(Task prompt)
Return, word for word, the line containing "Which roads connect" and every line after it through the last line of the records below.
________________________
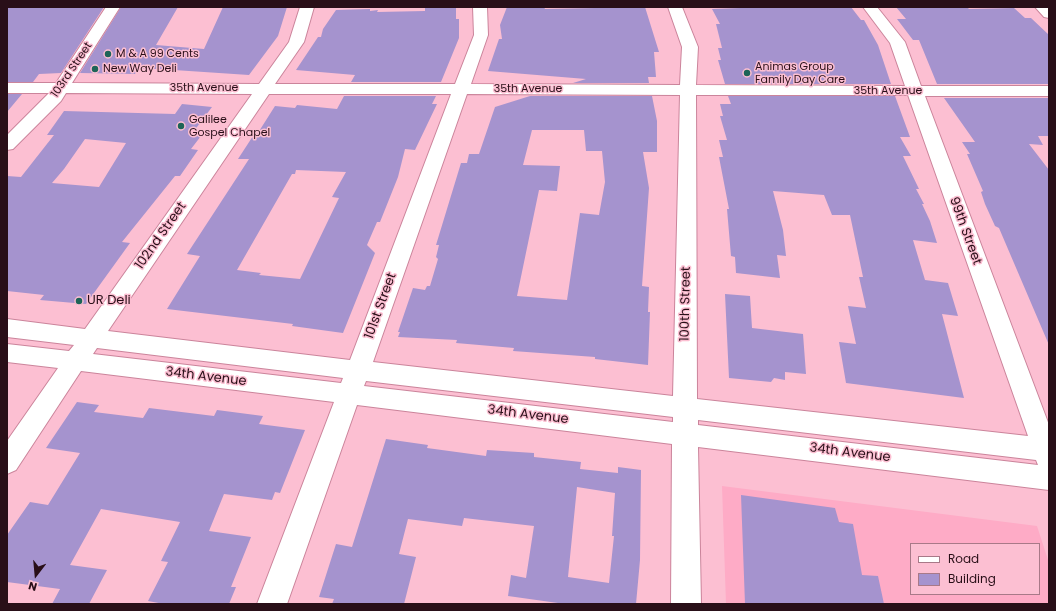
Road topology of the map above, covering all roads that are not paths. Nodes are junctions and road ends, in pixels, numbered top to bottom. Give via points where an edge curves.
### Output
1 (113, 7) edge
2 (306, 7) edge
3 (480, 7) edge
4 (675, 7) edge
5 (870, 7) edge
6 (1042, 7) edge
7 (1049, 14) edge
8 (7, 88) edge
9 (264, 88) junction
10 (60, 89) junction
11 (461, 89) junction
12 (688, 90) junction
13 (915, 91) junction
14 (1049, 91) edge
15 (7, 145) edge
16 (7, 328) edge
17 (91, 337) junction
18 (7, 353) edge
19 (76, 361) junction
20 (353, 382) junction
21 (685, 420) junction
22 (1048, 453) edge
23 (7, 462) edge
24 (1049, 478) edge
25 (272, 604) edge
26 (686, 604) edge

1 - 10 street, 103rd Street
2 - 9 street, 102nd Street via 296,42
3 - 11 street, 101st Street via 481,35
4 - 12 street, 100th Street via 690,47
5 - 13 street, 99th Street via 897,42
6 - 7 street
8 - 10 street, 35th Avenue
9 - 10 street, 35th Avenue
9 - 11 street, 35th Avenue
9 - 17 street, 102nd Street
10 - 15 street, 103rd Street
11 - 12 street, 35th Avenue
11 - 20 street, 101st Street
12 - 13 street, 35th Avenue
12 - 21 street, 100th Street
13 - 14 street, 35th Avenue
13 - 22 street, 99th Street
16 - 17 street, 34th Avenue
17 - 19 street, 102nd Street
17 - 20 street, 34th Avenue
18 - 19 street, 34th Avenue
19 - 20 street, 34th Avenue
19 - 23 street, 102nd Street
20 - 21 street, 34th Avenue
20 - 25 street, 101st Street
21 - 22 street, 34th Avenue
21 - 24 street, 34th Avenue
21 - 26 street, 100th Street

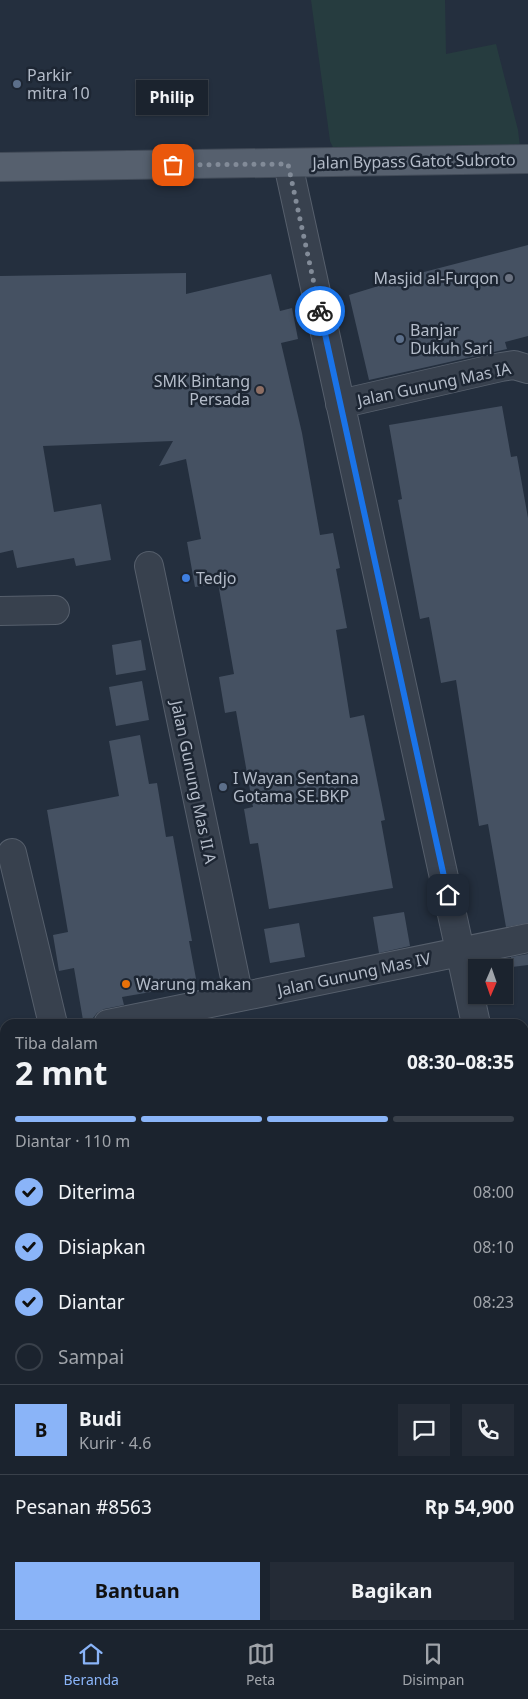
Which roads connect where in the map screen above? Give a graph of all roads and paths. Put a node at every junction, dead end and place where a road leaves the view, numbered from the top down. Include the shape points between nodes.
1 (528, 159) edge
2 (288, 164) junction
3 (0, 167) edge
4 (528, 369) edge
5 (340, 404) junction
6 (149, 566) dead end
7 (55, 610) dead end
8 (0, 611) edge
9 (12, 853) dead end
10 (528, 938) edge
11 (460, 952) junction
12 (239, 998) junction
13 (52, 1019) edge
14 (160, 1019) edge
15 (475, 1019) edge

1 - 2 main road, Jalan Bypass Gatot Subroto
2 - 3 main road, Jalan Bypass Gatot Subroto
2 - 5 street
4 - 5 street, Jalan Gunung Mas IA via 514,365 501,367
5 - 11 street
6 - 12 street, Jalan Gunung Mas II A
7 - 8 street
9 - 13 street
10 - 11 street, Jalan Gunung Mas IV
11 - 12 street, Jalan Gunung Mas IV
11 - 15 street
12 - 14 street, Jalan Gunung Mas IV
________________________
(Result for this task)
Which roads connect where in the map screen above? Give a graph of all roads and paths. Put a node at every junction, dead end and place where a road leaves the view, numbered from the top down. Include the shape points between nodes.
1 (528, 159) edge
2 (288, 164) junction
3 (0, 167) edge
4 (528, 369) edge
5 (340, 404) junction
6 (149, 566) dead end
7 (55, 610) dead end
8 (0, 611) edge
9 (12, 853) dead end
10 (528, 938) edge
11 (460, 952) junction
12 (239, 998) junction
13 (52, 1019) edge
14 (160, 1019) edge
15 (475, 1019) edge

1 - 2 main road, Jalan Bypass Gatot Subroto
2 - 3 main road, Jalan Bypass Gatot Subroto
2 - 5 street
4 - 5 street, Jalan Gunung Mas IA via 514,365 501,367
5 - 11 street
6 - 12 street, Jalan Gunung Mas II A
7 - 8 street
9 - 13 street
10 - 11 street, Jalan Gunung Mas IV
11 - 12 street, Jalan Gunung Mas IV
11 - 15 street
12 - 14 street, Jalan Gunung Mas IV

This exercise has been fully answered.